START DATA UNDER STUDY

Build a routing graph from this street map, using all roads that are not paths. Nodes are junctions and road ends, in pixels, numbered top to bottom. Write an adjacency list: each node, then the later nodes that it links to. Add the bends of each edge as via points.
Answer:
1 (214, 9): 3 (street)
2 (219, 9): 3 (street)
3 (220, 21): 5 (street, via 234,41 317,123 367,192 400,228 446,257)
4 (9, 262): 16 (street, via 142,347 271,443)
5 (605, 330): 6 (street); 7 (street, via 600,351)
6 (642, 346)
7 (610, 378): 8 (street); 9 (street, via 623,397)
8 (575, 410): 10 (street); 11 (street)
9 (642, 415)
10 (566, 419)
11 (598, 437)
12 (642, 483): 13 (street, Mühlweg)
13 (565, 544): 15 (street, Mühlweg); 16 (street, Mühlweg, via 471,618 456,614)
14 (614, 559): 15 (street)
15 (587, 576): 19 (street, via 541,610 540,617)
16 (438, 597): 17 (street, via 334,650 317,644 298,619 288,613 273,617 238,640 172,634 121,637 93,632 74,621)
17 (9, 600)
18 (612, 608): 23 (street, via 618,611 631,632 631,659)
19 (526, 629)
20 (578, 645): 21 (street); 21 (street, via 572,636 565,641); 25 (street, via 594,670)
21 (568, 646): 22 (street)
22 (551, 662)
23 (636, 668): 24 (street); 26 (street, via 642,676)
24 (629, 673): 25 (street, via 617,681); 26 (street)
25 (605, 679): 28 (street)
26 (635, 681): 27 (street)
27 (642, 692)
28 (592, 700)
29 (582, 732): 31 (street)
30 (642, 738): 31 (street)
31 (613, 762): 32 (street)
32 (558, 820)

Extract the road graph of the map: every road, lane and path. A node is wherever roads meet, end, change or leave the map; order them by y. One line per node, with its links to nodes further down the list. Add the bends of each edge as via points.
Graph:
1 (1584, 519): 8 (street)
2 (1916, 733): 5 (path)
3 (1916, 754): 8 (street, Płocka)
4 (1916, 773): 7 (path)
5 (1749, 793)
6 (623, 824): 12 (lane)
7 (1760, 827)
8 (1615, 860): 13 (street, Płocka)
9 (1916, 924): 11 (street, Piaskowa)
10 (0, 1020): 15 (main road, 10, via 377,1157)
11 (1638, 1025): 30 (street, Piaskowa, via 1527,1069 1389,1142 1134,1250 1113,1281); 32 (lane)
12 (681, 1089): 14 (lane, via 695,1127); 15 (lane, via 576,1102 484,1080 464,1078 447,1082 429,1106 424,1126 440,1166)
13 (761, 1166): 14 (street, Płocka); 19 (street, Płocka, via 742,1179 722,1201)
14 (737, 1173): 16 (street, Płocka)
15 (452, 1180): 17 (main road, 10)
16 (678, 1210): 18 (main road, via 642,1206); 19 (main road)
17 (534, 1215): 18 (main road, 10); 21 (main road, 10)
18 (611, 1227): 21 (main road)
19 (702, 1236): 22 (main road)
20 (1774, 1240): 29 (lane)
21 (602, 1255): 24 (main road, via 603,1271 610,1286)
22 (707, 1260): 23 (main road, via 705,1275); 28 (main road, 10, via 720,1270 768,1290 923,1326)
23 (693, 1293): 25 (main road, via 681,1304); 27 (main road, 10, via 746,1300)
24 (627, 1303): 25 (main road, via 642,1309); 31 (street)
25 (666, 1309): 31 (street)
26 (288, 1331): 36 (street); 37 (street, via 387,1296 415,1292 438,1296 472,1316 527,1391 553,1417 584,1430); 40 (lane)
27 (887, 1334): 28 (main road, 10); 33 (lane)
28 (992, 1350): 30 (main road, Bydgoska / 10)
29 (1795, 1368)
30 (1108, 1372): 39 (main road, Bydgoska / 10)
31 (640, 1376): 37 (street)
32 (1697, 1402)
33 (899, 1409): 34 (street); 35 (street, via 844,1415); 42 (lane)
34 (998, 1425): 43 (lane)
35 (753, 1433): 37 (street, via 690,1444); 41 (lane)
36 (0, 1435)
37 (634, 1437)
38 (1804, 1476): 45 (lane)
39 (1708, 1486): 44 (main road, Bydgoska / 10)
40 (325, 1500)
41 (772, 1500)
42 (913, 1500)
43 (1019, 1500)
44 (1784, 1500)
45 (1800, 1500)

END DATA UNDER STUDY

State how many lines in the records contain the string "Mühlweg". Give the number with no words around it.

• EXPECTED ANSWER
2